¡Ni el pan se salva! Prensa oficialista denuncia anarquía de precios en La Habana



Panadería de La Habana (Imagen de referencia) Foto © CiberCuba

Este artículo es de hace 1 año

La prensa oficialista cubana ha vuelto a descubrir el agua fría en el caos económico cotidiano: esta vez, la periodista Ana Maura Carbó lo evidenció en un artículo titulado “Hablamos de precios… ¿Y el pan?”, publicado en Tribuna de La Habana.

En el texto, Carbó denunció la anarquía de precios en productos agrícolas y panificados en zonas como Alamar, en La Habana del Este.

Aunque señala que hay una ligera tendencia a la baja en algunos productos como el tomate, la cebolla y la col, lo que realmente dispara las alarmas —y la frustración popular— es el comportamiento volátil del precio del pan, un alimento básico en la mesa cubana y en peligro de extinción en unos cuantos hogares.

En su recorrido por el reparto Alamar, Carbó evidencia cómo los precios cambian arbitrariamente en cuestión de días: “Hay un precio para el pan cuando amaneces y una semana después otro; pero no a la baja, más bien aerostático”, ironiza la periodista.

Según relata, los vendedores ambulantes, muchos de ellos con pan elaborado en panaderías estatales y sin condiciones higiénicas adecuadas, ofrecen piezas diminutas, sin gramaje claro ni control de calidad, a precios cada vez más elevados y con una excusa habitual: la harina y los insumos subieron.

La nota también critica que no haya pizarras visibles con los precios, como exige la regulación, y que no exista control efectivo pese a las normativas oficiales que regulan rubros como el pollo, el aceite o la leche.

“Cada quien señala el coste que le conviene”, apunta Carbó, aludiendo a la total ausencia de fiscalización por parte de las autoridades.

Con un tono agudo y sarcástico, la autora compara la situación con la astucia de Odiseo ante el cíclope Polifemo, denunciando la invisibilidad de los responsables.

“Nadie ha osado revisar y poner tope”, dice, señalando la falta de acción del aparato estatal frente a la especulación.

En un país donde la inflación desborda el bolsillo del ciudadano común, la variabilidad del precio del pan —acompañada de su reducción de gramaje y baja calidad— es solo una muestra más de un sistema desbordado, donde ni siquiera los alimentos más esenciales escapan del caos y la improvisación.

Desde septiembre de 2024, la producción y distribución del pan en Cuba ha sufrido un deterioro sistemático que refleja el colapso de la gestión estatal sobre un alimento esencial.

En septiembre pasado, el régimen cubano anunció la reducción del tamaño del pan de la canasta básica, pasando de 80 a 60 gramos, con una rebaja de precio de un peso a 75 centavos.

La medida se justificó por la escasez de harina de trigo y la necesidad de “garantizar el abastecimiento”, aunque las autoridades admitieron posibles atrasos debido a dificultades logísticas y energéticas.

Días después, se viralizaron imágenes en redes sociales denunciando el tamaño ridículo del pan normado, incluso inferior a 50 gramos.
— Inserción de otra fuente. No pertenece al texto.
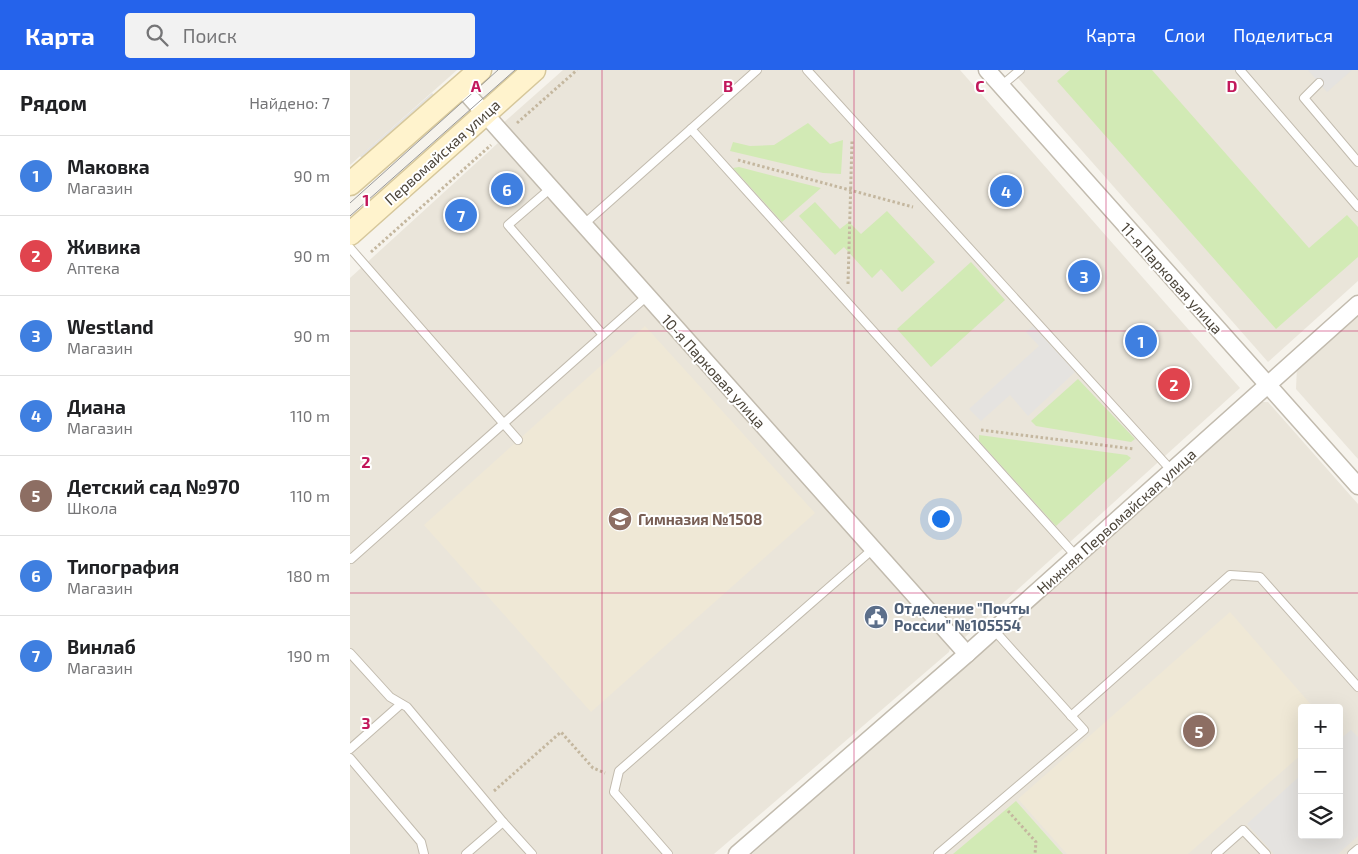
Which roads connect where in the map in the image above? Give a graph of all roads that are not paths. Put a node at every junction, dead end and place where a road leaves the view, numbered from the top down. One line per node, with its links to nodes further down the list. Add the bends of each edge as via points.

La distribución, en provincias como Matanzas, debió realizarse con carretillas y carros eléctricos de ETECSA, lo que evidenció el colapso del sistema de transporte estatal para productos básicos.

A pesar de las inspecciones ordenadas por el Ministerio de la Industria Alimentaria, las críticas persistieron por la mala calidad y peso insuficiente del pan.
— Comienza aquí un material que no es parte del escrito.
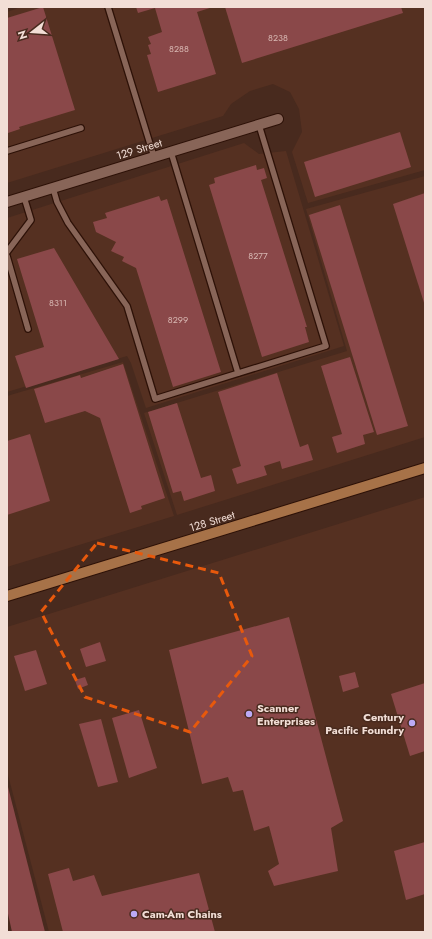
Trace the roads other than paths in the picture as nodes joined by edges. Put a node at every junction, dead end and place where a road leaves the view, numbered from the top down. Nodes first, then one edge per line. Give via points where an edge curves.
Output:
1 (108, 7) edge
2 (278, 119) dead end
3 (259, 125) junction
4 (81, 128) dead end
5 (7, 151) edge
6 (171, 152) junction
7 (154, 157) junction
8 (53, 188) junction
9 (24, 197) junction
10 (7, 202) edge
11 (7, 252) edge
12 (7, 256) edge
13 (28, 329) dead end
14 (238, 373) junction
15 (425, 468) edge
16 (7, 596) edge

1 - 7 lane
2 - 3 street, 129 Street
3 - 6 street, 129 Street
3 - 14 lane via 326,346
4 - 5 lane
6 - 7 street, 129 Street
6 - 14 lane
7 - 8 street, 129 Street
8 - 9 street, 129 Street
8 - 14 lane via 68,223 127,306 155,399
9 - 10 street, 129 Street
9 - 11 lane via 31,220
12 - 13 lane
15 - 16 main road, 128 Street

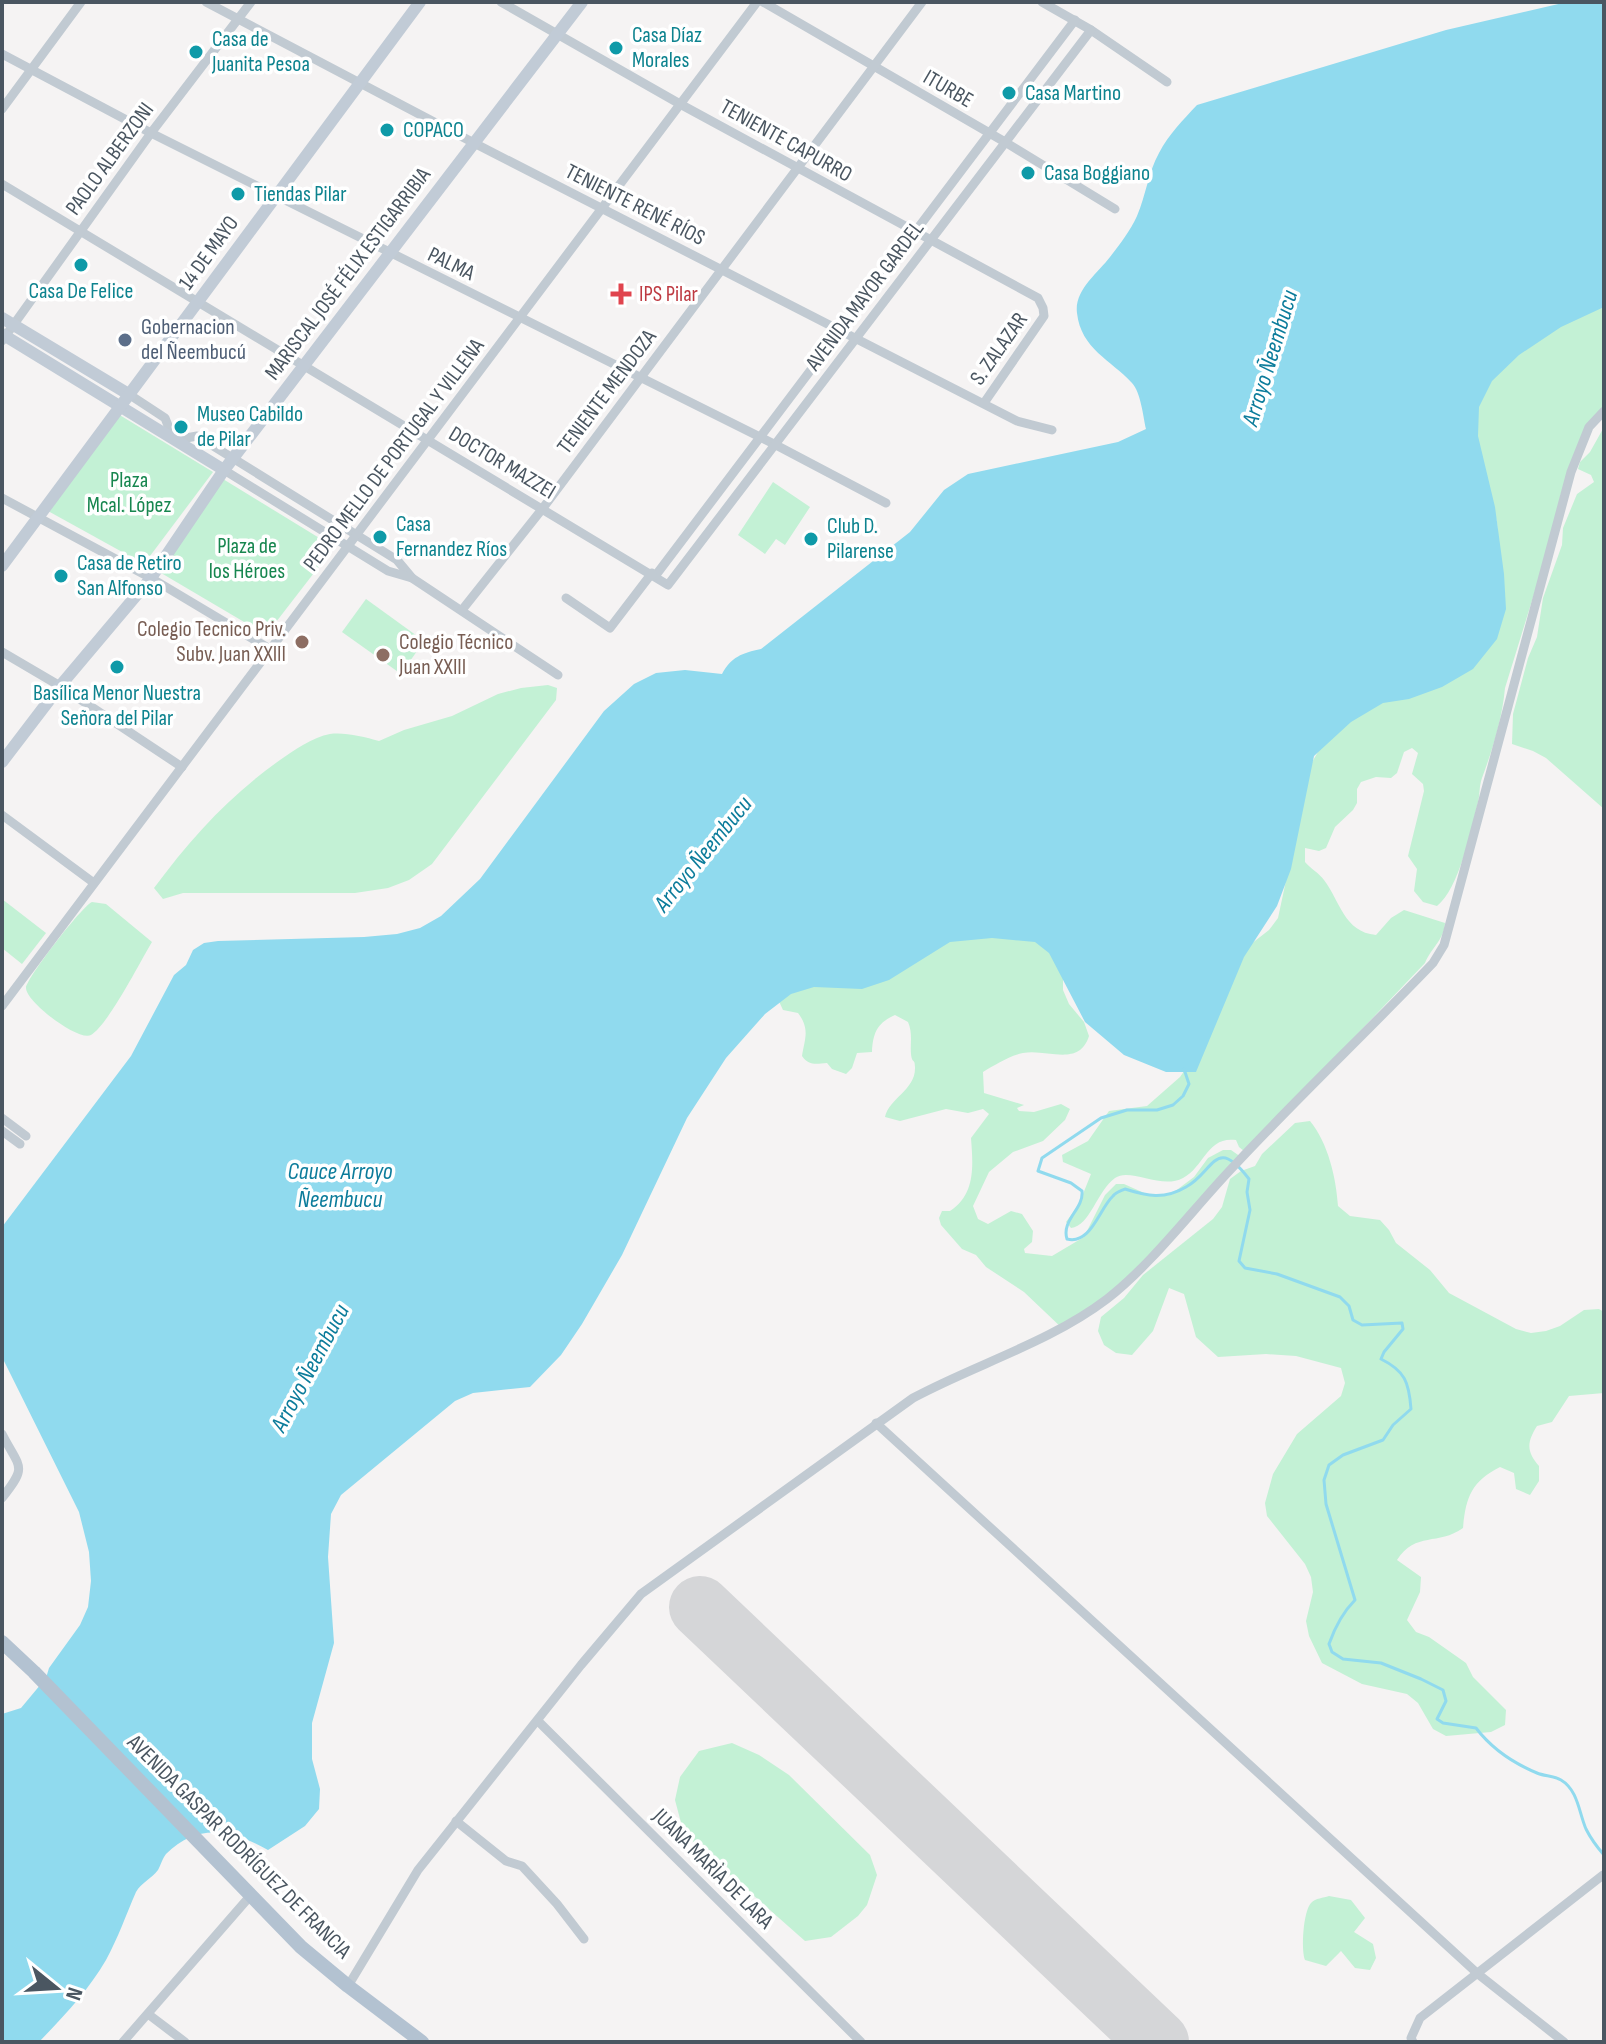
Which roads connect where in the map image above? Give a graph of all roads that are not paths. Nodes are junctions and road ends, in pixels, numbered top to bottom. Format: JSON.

En los meses siguientes, la situación no hizo más que empeorar. En marzo pasado, el jefe de producción de la Empresa Cubana del Pan en Matanzas admitió públicamente que solo había pan para un día, y que dependían de envíos urgentes de harina desde La Habana.

A esto se sumaban constantes fallas de combustible, infracciones en el peso de las piezas y una creciente dependencia del mercado informal, donde los precios del pan se disparaban.

Casos extremos marcaron abril. A inicios de mes, se reportó desde Holguín que consumidores recibieron pan con olor y sabor a cucaracha, sin que se ofreciera una explicación técnica creíble.

Este lunes, un usuario de redes sociales denunció que salió en la madrugada a buscar pan en bodegas y regresaban con las manos vacías, frente a un sistema incapaz de garantizar siquiera una unidad diaria por persona.